Angus Saw Projects Portfolio

Estimating and interpreting HDB resale prices via feature engineering and SHAP values

Introduction

The objective of this project is to develop an end-to-end machine learning pipeline to predict HDB resale prices based on existing features of each HDB flat transaction, as well as new derived features based on the geographical location of the flat. The end-to-end pipeline includes data preparation, feature engineering, model training and evaluation, and deployment.

For deployment, the model is deployed on a dashboard that users can input flat details to generate a predicted resale price. To understand how the predicted resale prices are generated by the model during inference, SHAP values are calculated and plotted on the dashboard to determine which features contribute the most to the prediction. Geographical plots of the flats' vicinity are also generated to provide a visualization of the flat's surrounding amenities.

Exploratory Data Analysis

Tools used

Pandas
Matplotlib
Seaborn
Statistical tests
API requests
Web scraping tools (BeautifulSoup)

The HDB resale price data was downloaded from Data.gov.sg, containing approximately 192,000 resale transactions from January 2015 to June 2023.

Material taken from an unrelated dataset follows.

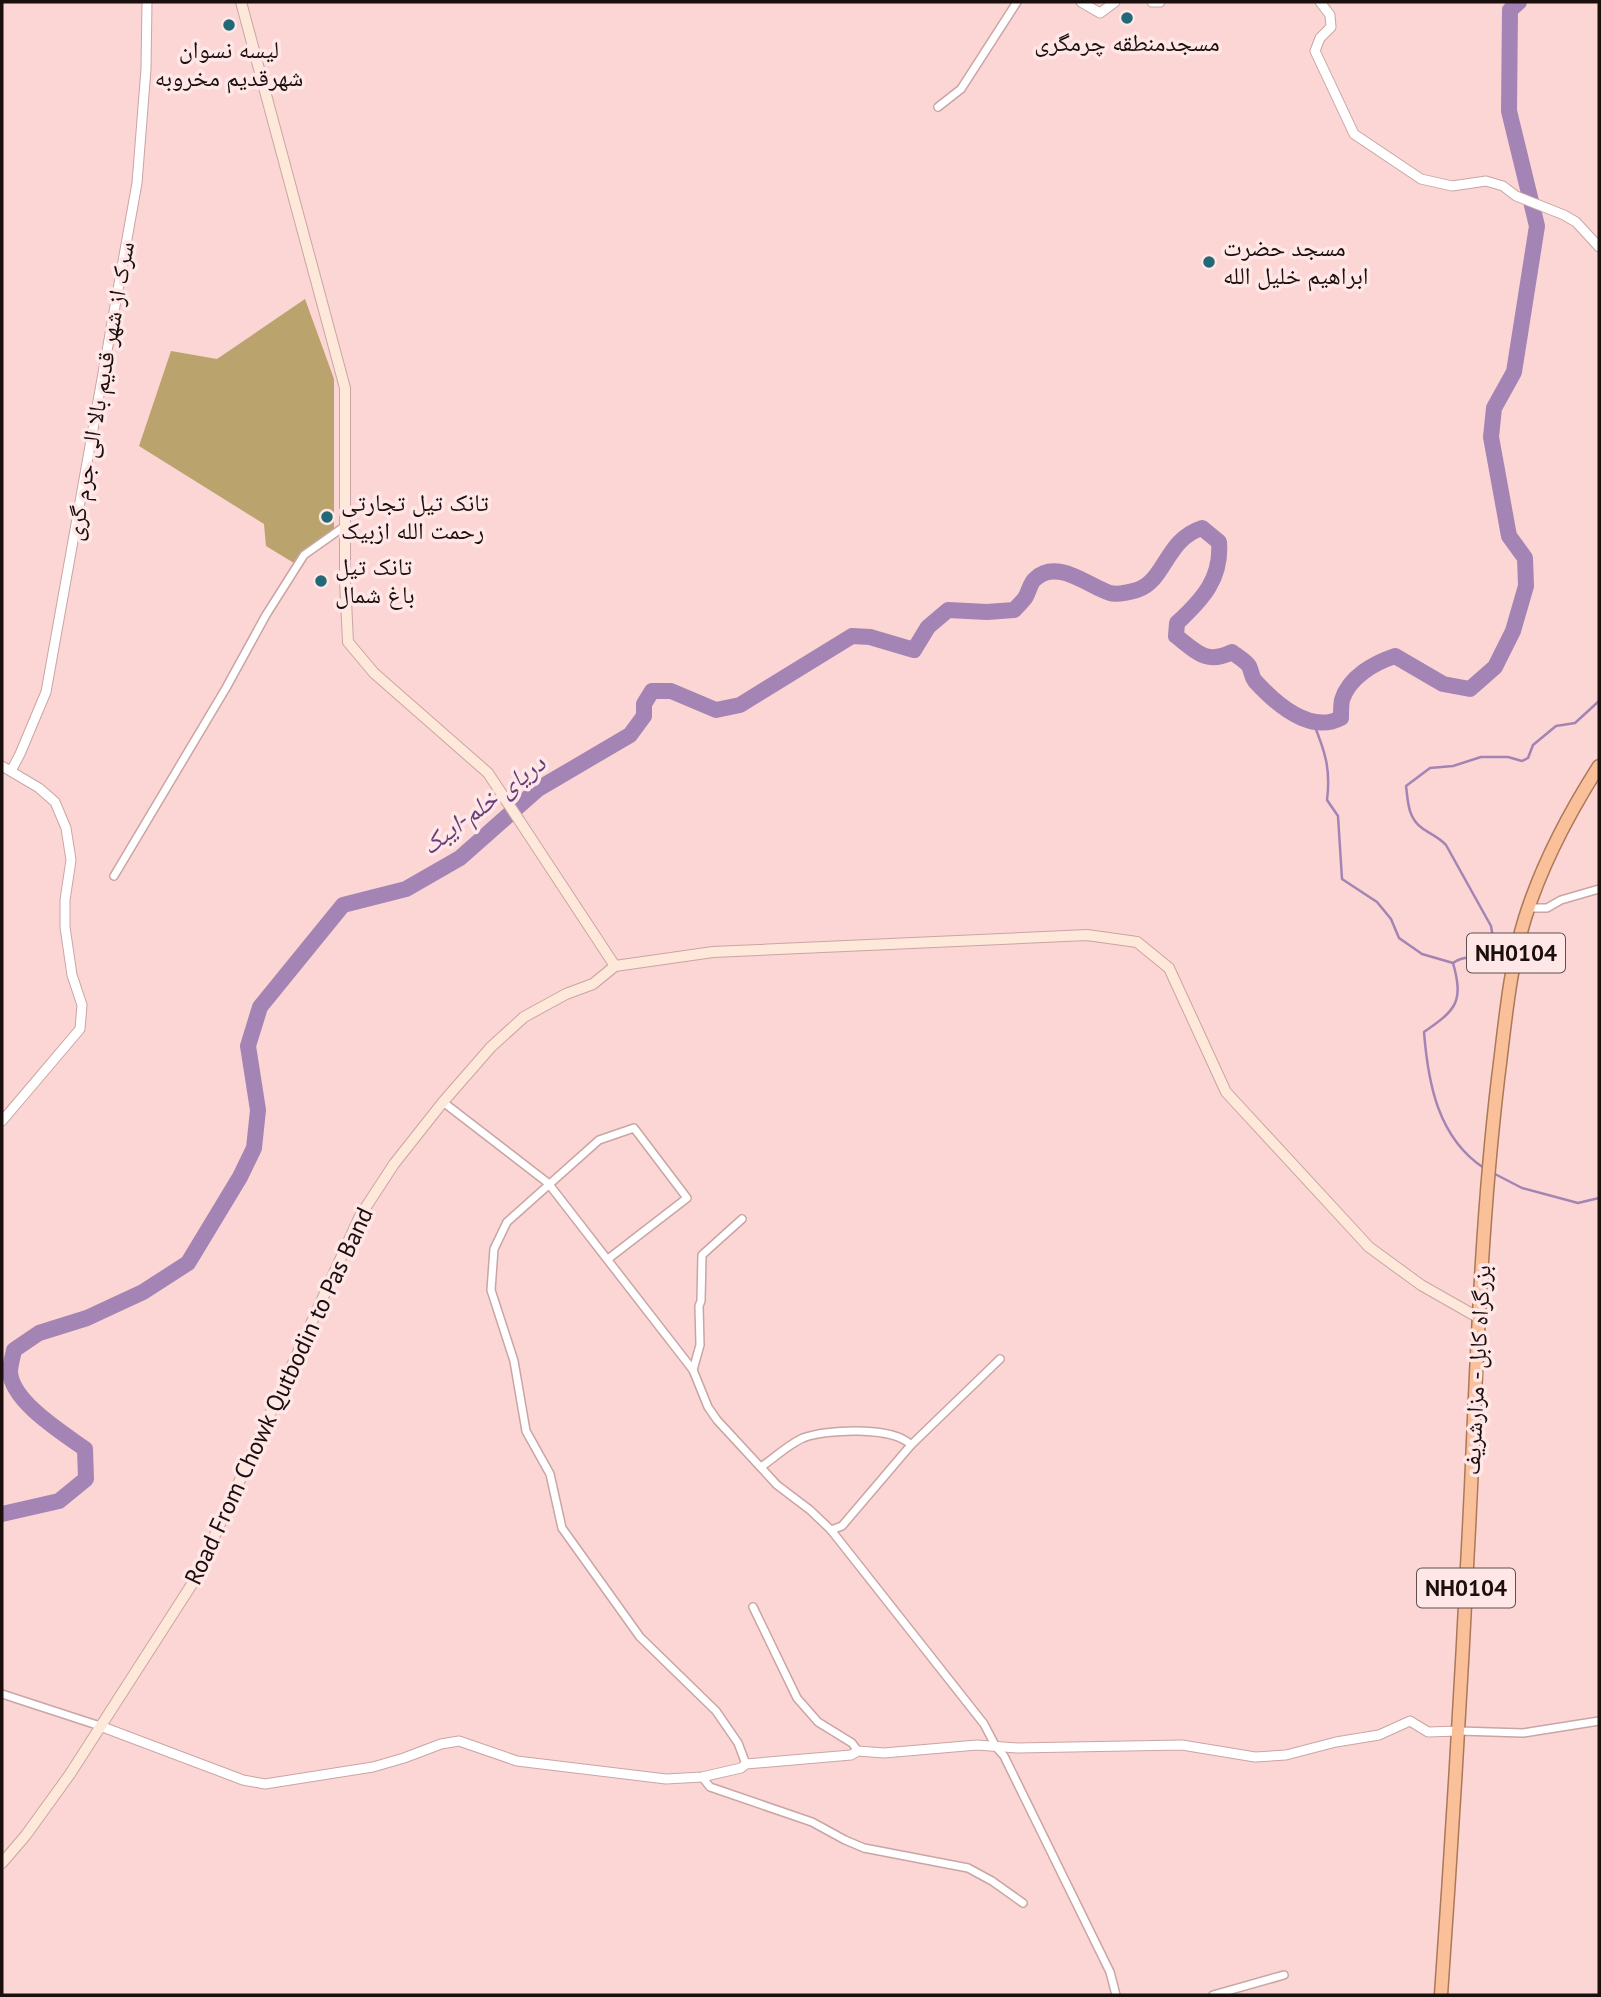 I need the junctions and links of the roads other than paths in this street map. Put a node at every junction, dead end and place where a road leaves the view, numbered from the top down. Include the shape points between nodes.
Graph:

There are a total of 192,489 rows and 11 columns in the dataset. Each row represents a hdb resale transaction, and the target variable is the "resale_price" variable. The EDA selection consists of the following main tasks:

Perform one-way ANOVA tests on raw categorical features with the target variable to check whether the unique categorical values have statistically significant differing mean resale prices (eg towns, flat model, flat type etc...)
Perform Pearson R tests on raw continous features with the target variable to check whether is it statistically significant that the distributions between the continous feature and the target feature are uncorrelated.
Identify features and the steps required clean and preprocess them in the data preparation pipeline (changing of data types, imputing null values, mapping to new categories, encoding etc...)
Perform webscraping to obtain list of amenities (malls, parks, mrt stations and schools) in Singapore, and make API calls to obtain the coordinates of each amenity, which will used to generate new features for each flat. Analyze each derived feature's relationship with the target resale price variable.

Here are the highlights of the EDA performed on the dataset.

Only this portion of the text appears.